To eliminate X I first recognise that the lowest common multiple of 4 and 3 is 12.
So I’ll multiply the entire first equation by 4 and the entire second equation by 3.
4 x( 3X-5y = 13) is the same as 12X-20y =52
3 x (4X + 8y = 7) is the same as 12X +24y =21
Now we need to decide if we are adding the equations or subtracting them. In this case I can see
that I need to subtract the second one from the first one to eliminate X altogether
12X
– 20y
= 52
-( 12X
+24y
=21 )
12X-12X = 0
First equation
12X
Minus second equation 12X
Yields new equation
12X-12X =0X =0
with no “X”
therefore
-20y-24y =-44y
52-21 =31
-20y
24y
20y-24y =-44y
=52
=21
=52-21 =31
-44y
=31
Thus -44y = 31 (then multiply both sides of equation by -1)
So 44y = -31 (Then divide both sides of the equation by 44)
So y =-31/44 = 0.704545 (exactly or 0.70 if the answer is to an engineering question that might only
requires accuracy of about +/- 1%. In this case none of the numbers in the problem are expressed to
more than 2 significant figures so it is completely fictitious accuracy to express the answer to more
than three significant figures)
Anyway to work out x is we need to substitute the value of y back into one of the original equations.
3x – 5y = 13
4x + 8y = 7
I am choosing the second one because 8 and 44 have a common factor but it really doesn’t matter
So 4X + 8(-31/44) = 7
So 4X + 4(-31/22) = 7 this is a bit of simplification that someone without a calculator might bother to
do!
So 4X + 2(-31/11) = 7 this is a further bit of simplification that someone without a calculator might
do!
So 4X -62/11 = 7 now we need to add 62/11 to both sides to yield
4X -62/11 +62/11 = 7 + 62/11
4X = 7+62/11 now because I don’t like relying on a calculator a writing down really long numbers and
worrying about precision I would express this as follows the trick here is that 7=77/11. I do this so I
can easily add the whole number to the fraction to yield a fraction.

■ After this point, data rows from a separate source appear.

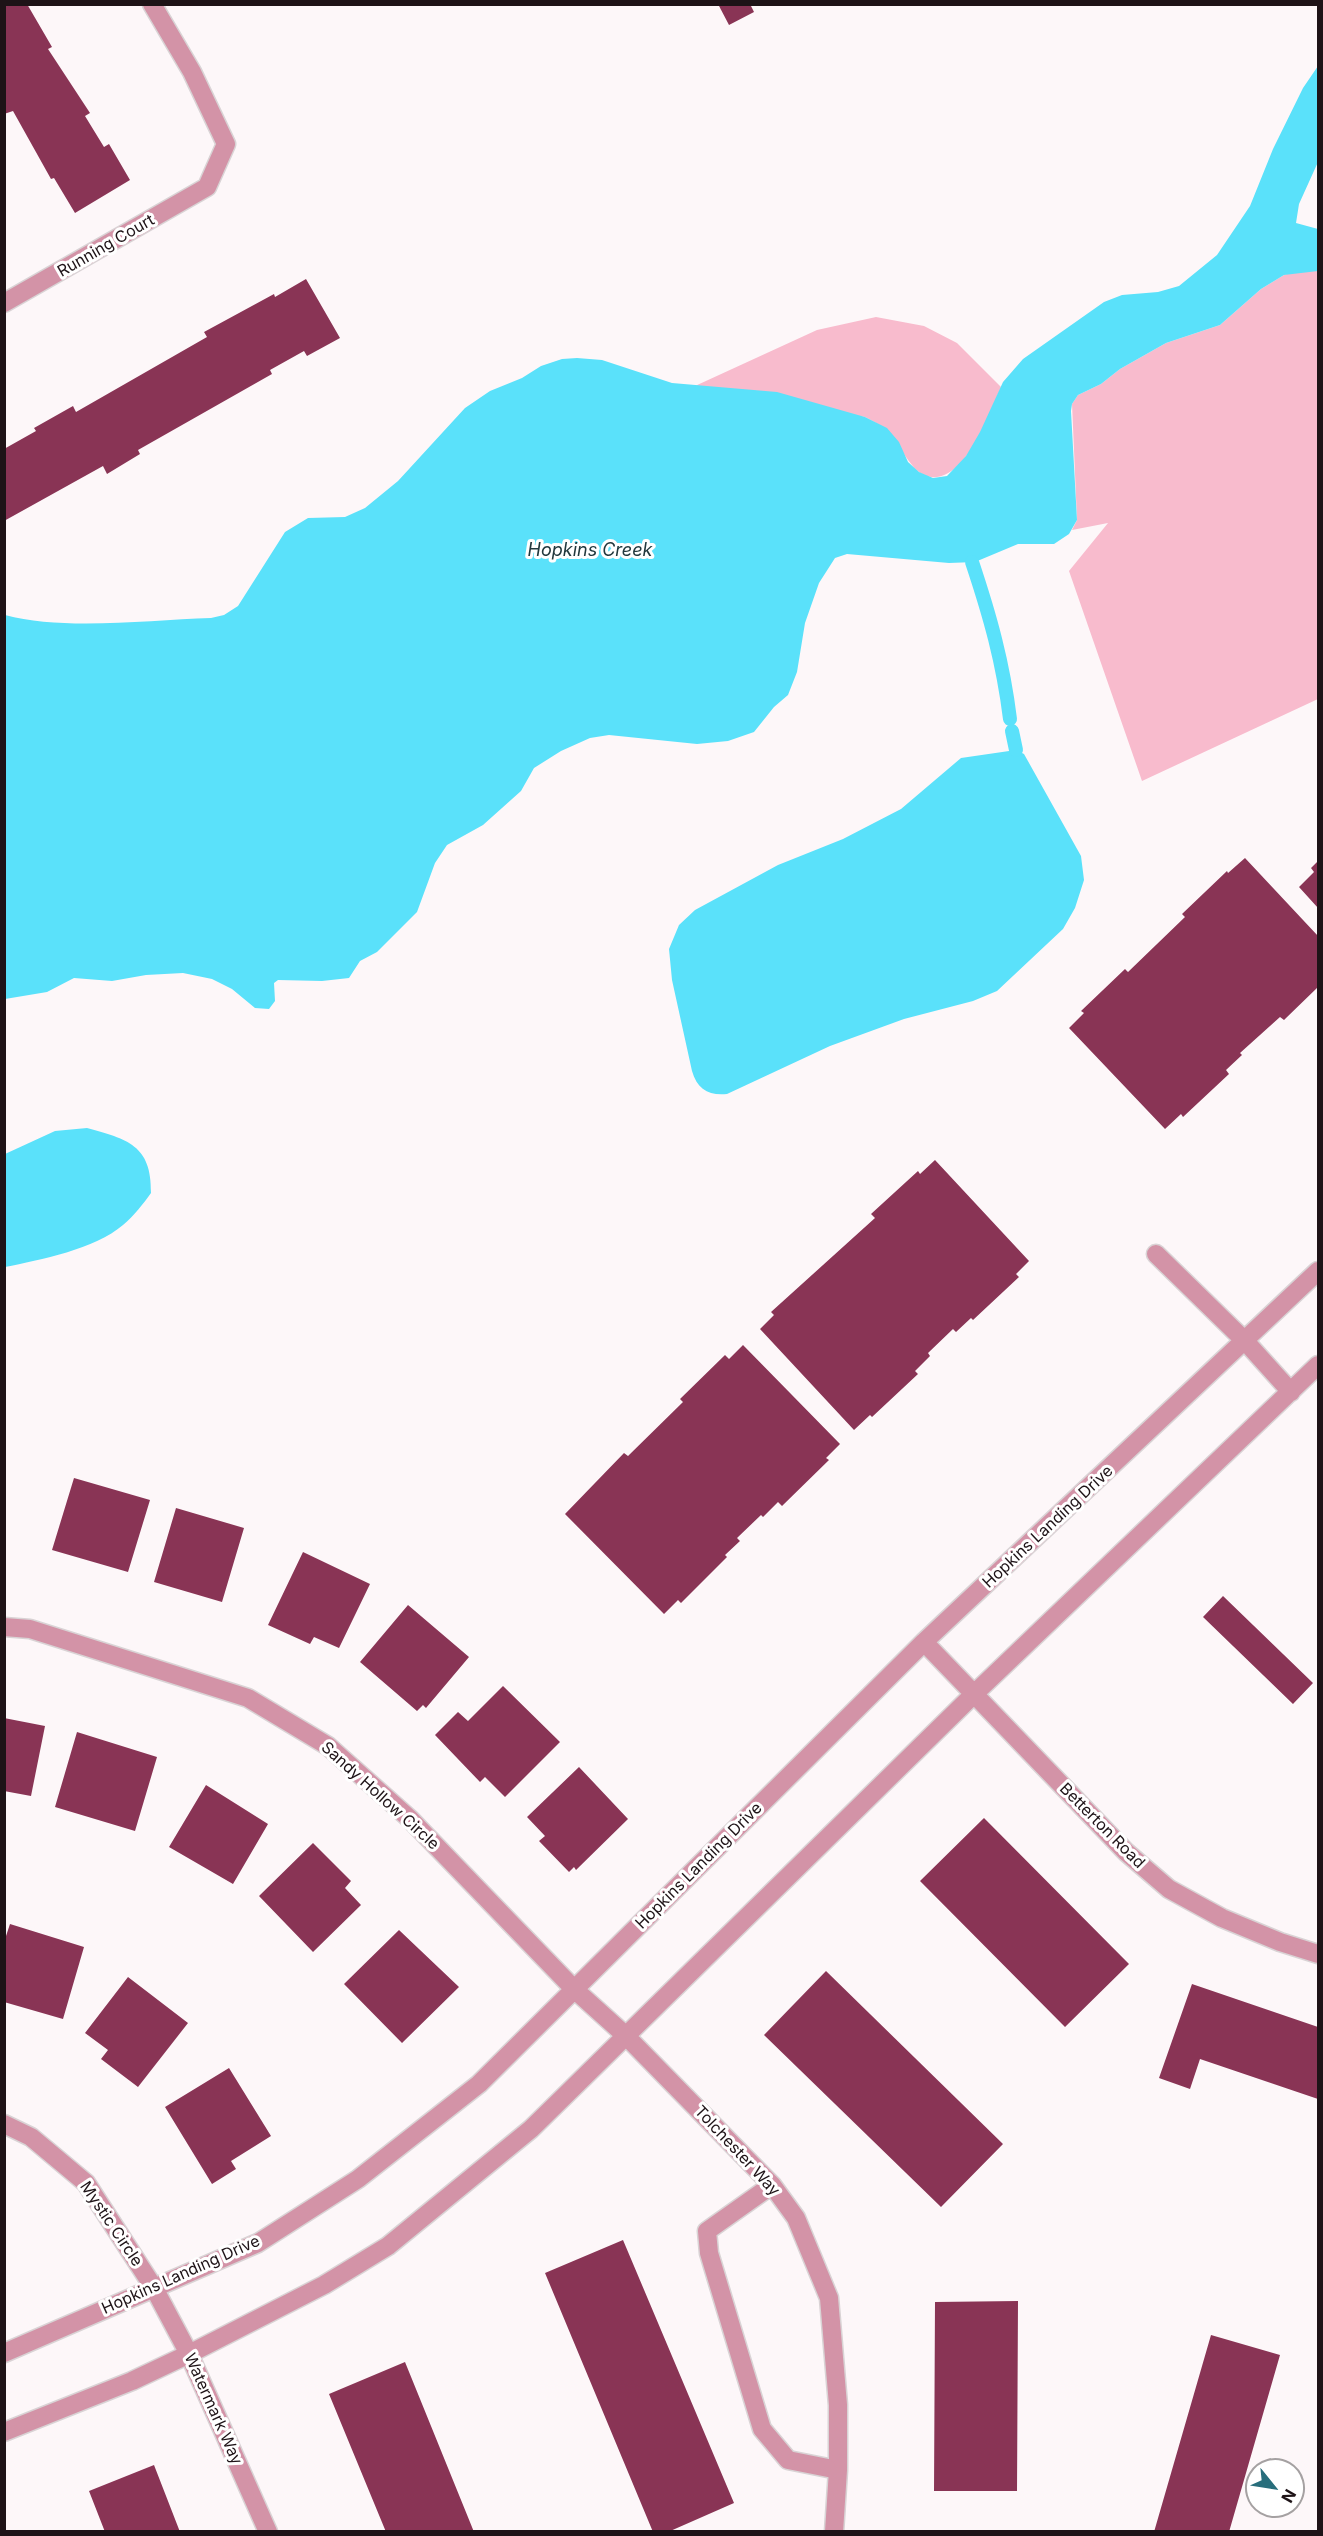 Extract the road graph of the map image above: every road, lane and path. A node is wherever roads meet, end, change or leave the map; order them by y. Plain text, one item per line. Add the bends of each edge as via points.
1 (152, 4) edge
2 (4, 303) edge
3 (1156, 1254) dead end
4 (1318, 1271) edge
5 (1246, 1342) junction
6 (1318, 1365) edge
7 (1291, 1392) junction
8 (4, 1627) edge
9 (924, 1642) junction
10 (973, 1695) junction
11 (1318, 1954) edge
12 (574, 1989) junction
13 (625, 2036) junction
14 (4, 2124) edge
15 (772, 2186) junction
16 (154, 2288) junction
17 (4, 2352) edge
18 (189, 2354) junction
19 (4, 2432) edge
20 (838, 2470) junction
21 (268, 2532) edge
22 (834, 2532) edge

1 - 2 street, Running Court via 192,72 226,144 207,188
3 - 5 street
4 - 5 street, Hopkins Landing Drive
5 - 7 street
5 - 9 street, Hopkins Landing Drive
6 - 7 street
7 - 10 street
8 - 12 street, Sandy Hollow Circle via 30,1629 248,1698 328,1746 410,1819
9 - 10 street, Betterton Road
9 - 12 street, Hopkins Landing Drive
10 - 11 street, Betterton Road via 1126,1852 1169,1889 1222,1918
10 - 13 street
12 - 13 street, Tolchester Way
12 - 16 street, Hopkins Landing Drive via 478,2084 357,2179 258,2242
13 - 15 street, Tolchester Way
13 - 18 street via 531,2129 388,2246 324,2285
14 - 16 street, Mystic Circle via 31,2137 86,2183
15 - 20 street, Tolchester Way via 796,2218 829,2298 838,2405
15 - 20 street via 708,2231 709,2253 762,2429 788,2460
16 - 17 street, Hopkins Landing Drive
16 - 18 street, Watermark Way
18 - 19 street
18 - 21 street, Watermark Way
20 - 22 street, Tolchester Way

4X = 77/11 + 62/11 =( 77+62)/11 = 139/11 (now we are ready to divide both sides of the equation by
4X/4 = (139/11)/4
X = 139/44
Now we really need the calculator unless we want to practice long division
X = 3.159091 (exactly or I would probably express it as 3.16 if this was a final number that was
needed to an engineering problem when none of the original numbers were given to more than 2
significant figures)
Merit 1 will be achieved by exam so I recommend getting plenty of practice
Here are some for you to solve
M1 (a)
8X - 8Y = 20
2X + 4Y = 4
M1(b)
3X + 5Y = 12
6X – 10Y = 16
If you want more to solve please ask. Any pair of equations like this has a solution. If you can find a
pair of equations like this that has no solution then let me know. The only example I can think of is if
you write two equations for two parallel lines (these will never intersect at any x,y spot on a graph.)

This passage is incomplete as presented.